Recorded information.
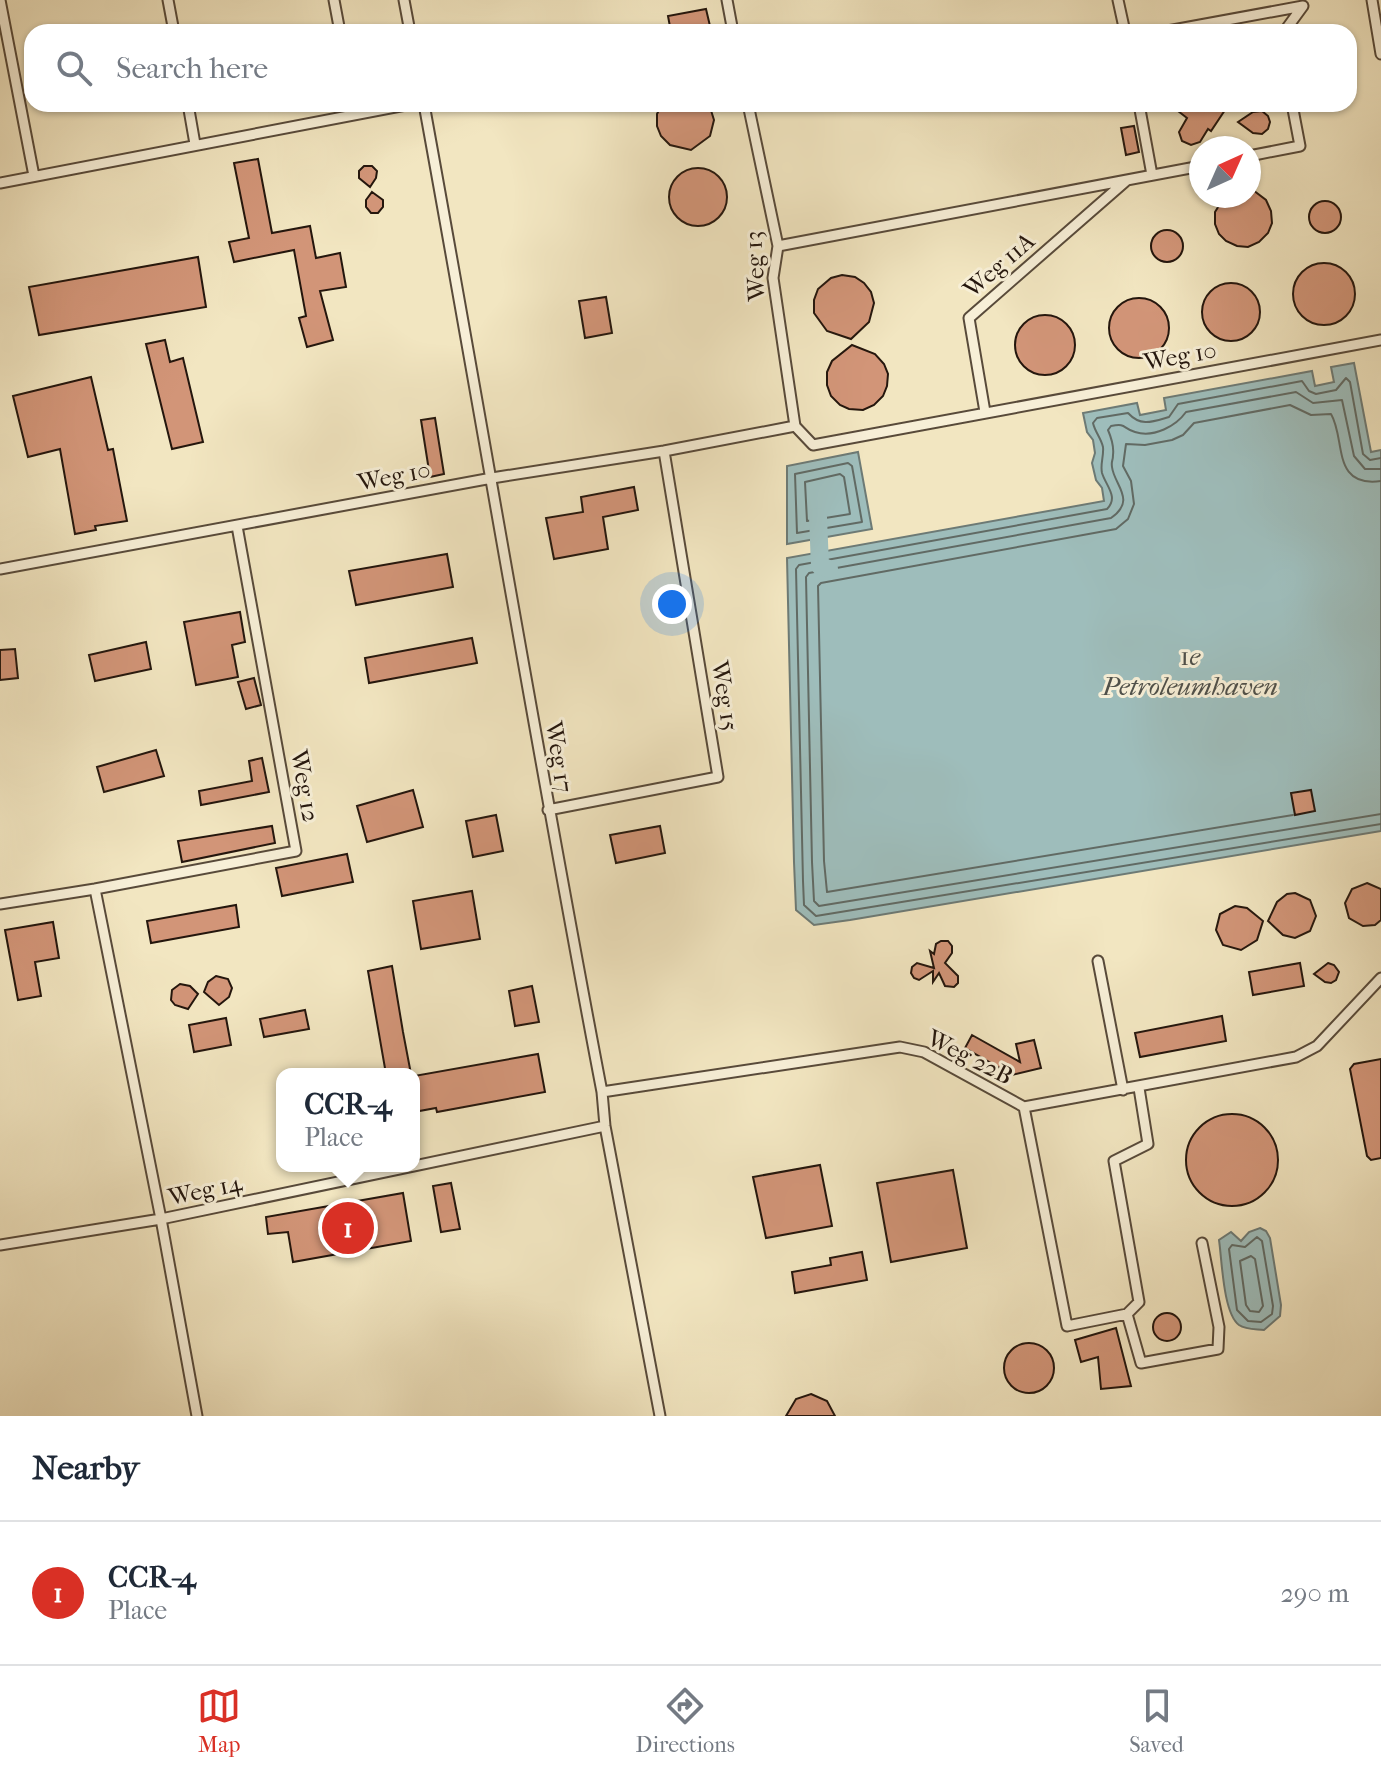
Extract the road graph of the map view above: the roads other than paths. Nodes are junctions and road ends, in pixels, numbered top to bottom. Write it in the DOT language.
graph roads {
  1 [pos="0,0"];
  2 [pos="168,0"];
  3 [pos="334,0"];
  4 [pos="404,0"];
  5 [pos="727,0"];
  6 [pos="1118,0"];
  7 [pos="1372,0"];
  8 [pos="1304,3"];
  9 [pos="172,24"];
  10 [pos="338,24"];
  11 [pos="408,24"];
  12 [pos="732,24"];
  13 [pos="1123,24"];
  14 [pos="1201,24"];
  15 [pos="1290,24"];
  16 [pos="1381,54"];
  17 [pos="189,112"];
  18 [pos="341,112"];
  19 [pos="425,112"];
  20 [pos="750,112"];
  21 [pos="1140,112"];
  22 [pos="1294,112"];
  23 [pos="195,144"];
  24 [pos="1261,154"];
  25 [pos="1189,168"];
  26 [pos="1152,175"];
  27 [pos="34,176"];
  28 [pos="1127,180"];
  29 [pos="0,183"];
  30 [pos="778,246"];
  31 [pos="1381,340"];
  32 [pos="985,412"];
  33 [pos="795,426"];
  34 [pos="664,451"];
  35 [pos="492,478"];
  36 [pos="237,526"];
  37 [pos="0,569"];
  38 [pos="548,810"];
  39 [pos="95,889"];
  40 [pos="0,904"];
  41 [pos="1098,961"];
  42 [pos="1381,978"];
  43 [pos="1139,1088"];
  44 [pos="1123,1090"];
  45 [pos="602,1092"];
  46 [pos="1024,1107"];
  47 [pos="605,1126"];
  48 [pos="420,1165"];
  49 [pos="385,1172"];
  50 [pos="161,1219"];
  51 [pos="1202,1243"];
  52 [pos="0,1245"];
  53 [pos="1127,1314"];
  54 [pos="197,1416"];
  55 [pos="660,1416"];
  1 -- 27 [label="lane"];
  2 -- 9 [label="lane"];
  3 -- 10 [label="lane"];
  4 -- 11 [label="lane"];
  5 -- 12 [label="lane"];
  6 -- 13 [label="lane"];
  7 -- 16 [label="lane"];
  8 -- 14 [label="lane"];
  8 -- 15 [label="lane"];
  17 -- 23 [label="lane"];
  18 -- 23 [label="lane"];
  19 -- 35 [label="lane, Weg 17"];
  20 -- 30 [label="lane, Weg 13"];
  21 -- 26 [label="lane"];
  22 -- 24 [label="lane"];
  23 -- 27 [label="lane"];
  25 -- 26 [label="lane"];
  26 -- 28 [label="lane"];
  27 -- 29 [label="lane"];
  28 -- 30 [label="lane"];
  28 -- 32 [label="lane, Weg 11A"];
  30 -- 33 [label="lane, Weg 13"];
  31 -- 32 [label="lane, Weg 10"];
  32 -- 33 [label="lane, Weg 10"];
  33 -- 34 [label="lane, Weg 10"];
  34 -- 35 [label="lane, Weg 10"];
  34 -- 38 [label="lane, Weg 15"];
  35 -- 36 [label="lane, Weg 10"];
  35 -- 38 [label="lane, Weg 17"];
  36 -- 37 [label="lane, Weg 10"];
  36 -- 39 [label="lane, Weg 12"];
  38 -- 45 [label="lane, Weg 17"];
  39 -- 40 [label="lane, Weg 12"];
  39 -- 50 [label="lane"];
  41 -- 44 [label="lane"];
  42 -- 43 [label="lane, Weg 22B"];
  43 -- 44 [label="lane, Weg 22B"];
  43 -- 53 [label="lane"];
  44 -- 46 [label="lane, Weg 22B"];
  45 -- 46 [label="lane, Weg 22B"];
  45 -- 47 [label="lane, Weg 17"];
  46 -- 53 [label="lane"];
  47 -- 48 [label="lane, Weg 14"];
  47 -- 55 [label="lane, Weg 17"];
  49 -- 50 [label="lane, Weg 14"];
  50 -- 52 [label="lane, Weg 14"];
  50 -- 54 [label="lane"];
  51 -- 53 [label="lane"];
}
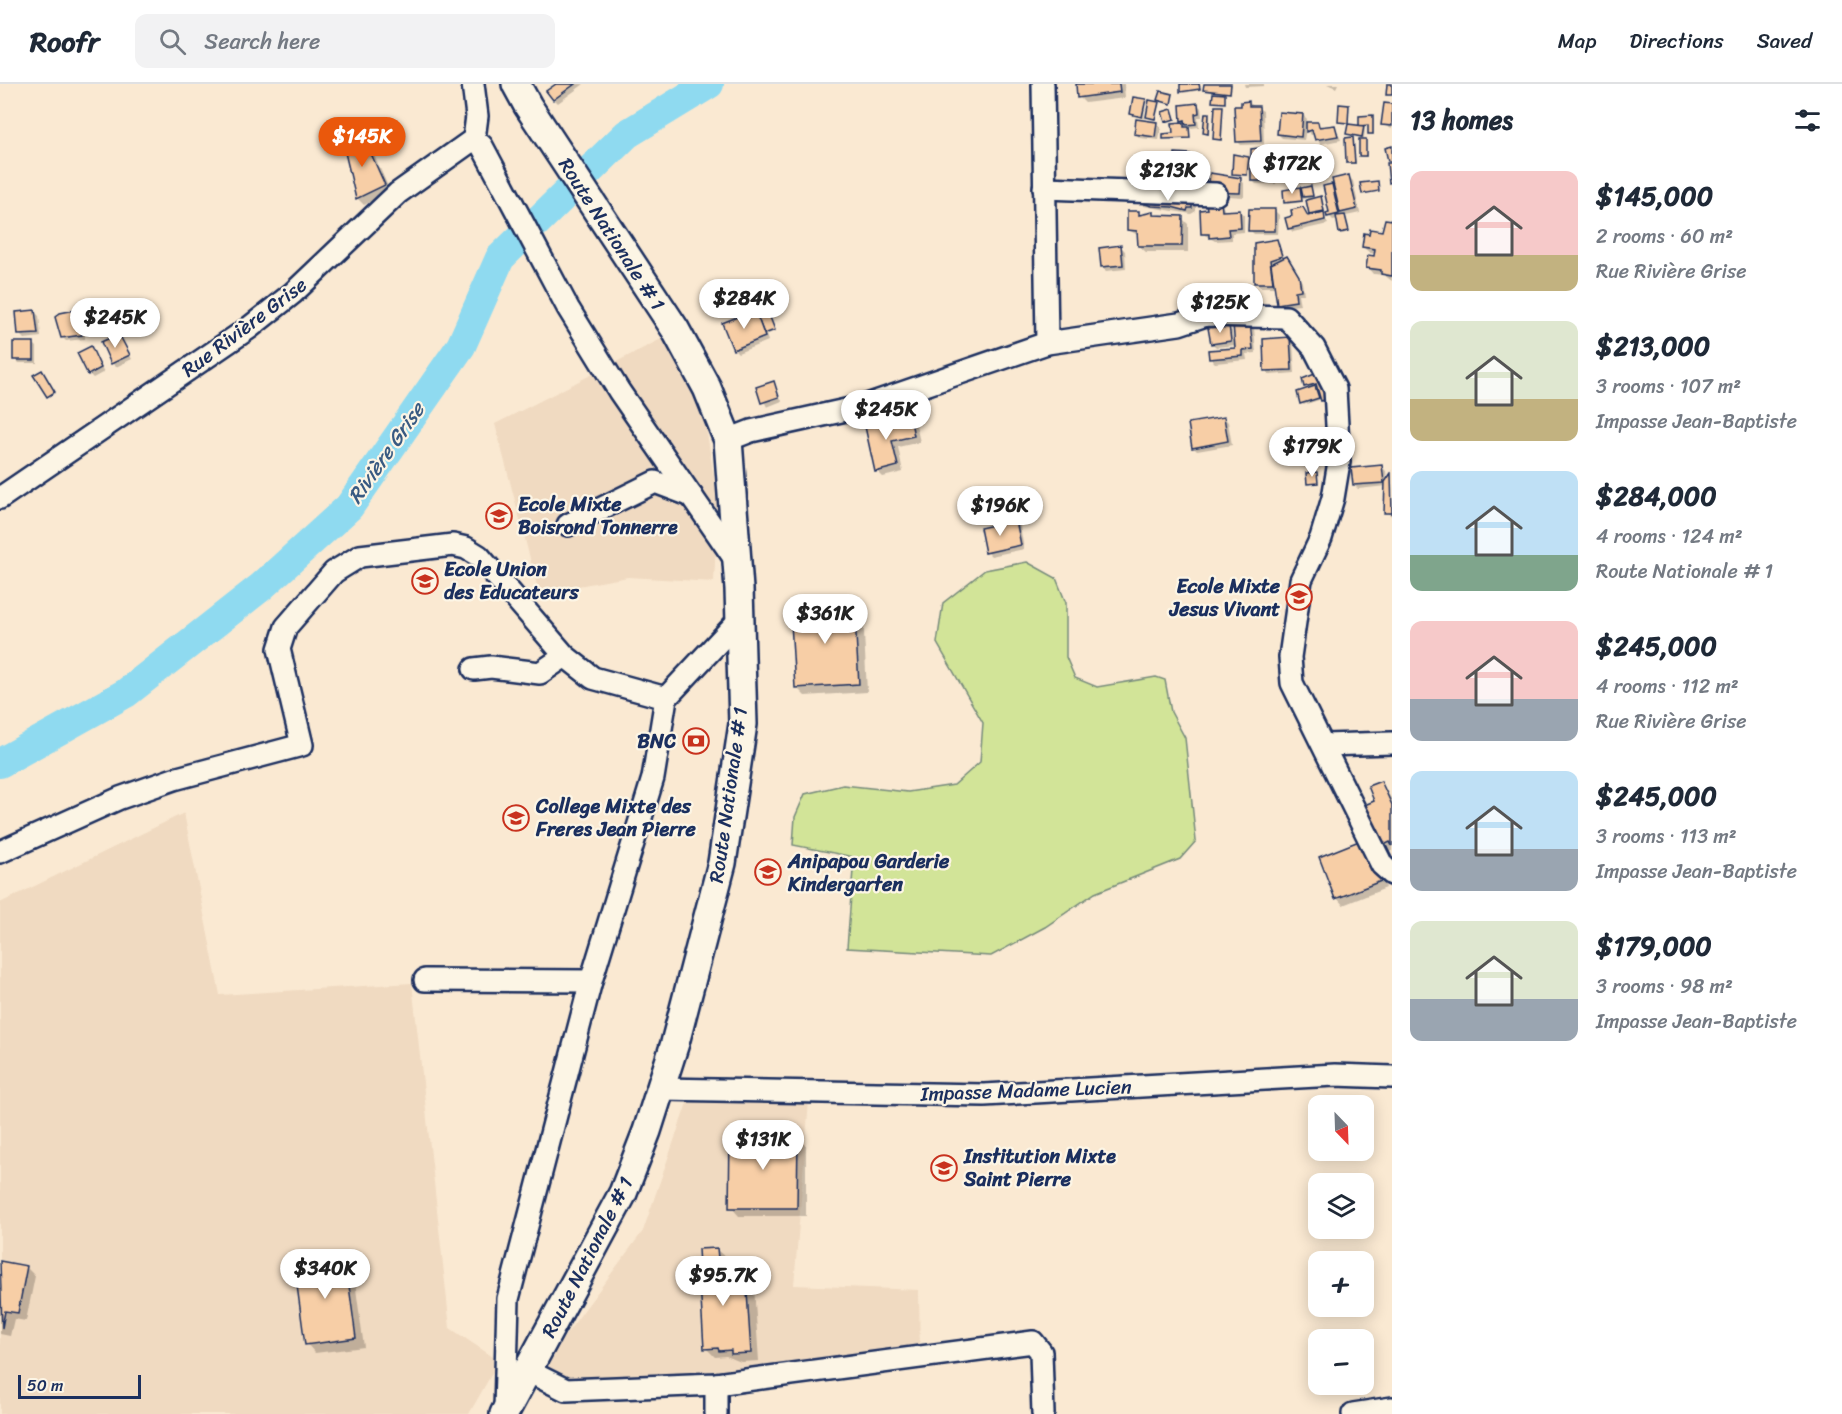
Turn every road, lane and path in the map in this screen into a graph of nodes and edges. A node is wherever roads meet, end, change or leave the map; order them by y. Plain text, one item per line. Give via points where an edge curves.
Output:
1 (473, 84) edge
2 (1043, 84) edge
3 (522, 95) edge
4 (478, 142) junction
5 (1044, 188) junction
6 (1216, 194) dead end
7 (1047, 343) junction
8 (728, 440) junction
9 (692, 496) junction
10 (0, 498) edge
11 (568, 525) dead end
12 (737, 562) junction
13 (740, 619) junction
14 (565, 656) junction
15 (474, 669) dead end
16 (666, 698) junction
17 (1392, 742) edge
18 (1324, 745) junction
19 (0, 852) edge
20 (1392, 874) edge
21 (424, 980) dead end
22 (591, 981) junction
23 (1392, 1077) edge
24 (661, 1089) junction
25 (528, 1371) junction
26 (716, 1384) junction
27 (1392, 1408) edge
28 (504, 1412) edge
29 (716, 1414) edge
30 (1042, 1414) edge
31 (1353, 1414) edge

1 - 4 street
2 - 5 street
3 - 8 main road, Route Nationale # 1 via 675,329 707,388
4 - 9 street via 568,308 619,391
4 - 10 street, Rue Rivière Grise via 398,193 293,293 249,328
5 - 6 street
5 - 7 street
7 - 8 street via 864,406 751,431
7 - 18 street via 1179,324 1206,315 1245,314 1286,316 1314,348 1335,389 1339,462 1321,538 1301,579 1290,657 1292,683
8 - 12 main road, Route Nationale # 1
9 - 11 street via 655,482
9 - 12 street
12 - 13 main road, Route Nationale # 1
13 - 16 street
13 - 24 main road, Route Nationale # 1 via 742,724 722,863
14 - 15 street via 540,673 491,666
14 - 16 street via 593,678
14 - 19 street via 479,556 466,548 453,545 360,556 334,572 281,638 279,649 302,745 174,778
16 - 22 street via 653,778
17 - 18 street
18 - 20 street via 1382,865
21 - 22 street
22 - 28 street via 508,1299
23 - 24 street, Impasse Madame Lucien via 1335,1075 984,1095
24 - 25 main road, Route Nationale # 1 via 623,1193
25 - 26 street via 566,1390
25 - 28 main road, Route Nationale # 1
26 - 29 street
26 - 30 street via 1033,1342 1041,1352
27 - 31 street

What the exercise asks.
The answer should be one number: how many lines in the data contain the word "Route".

Reply.
6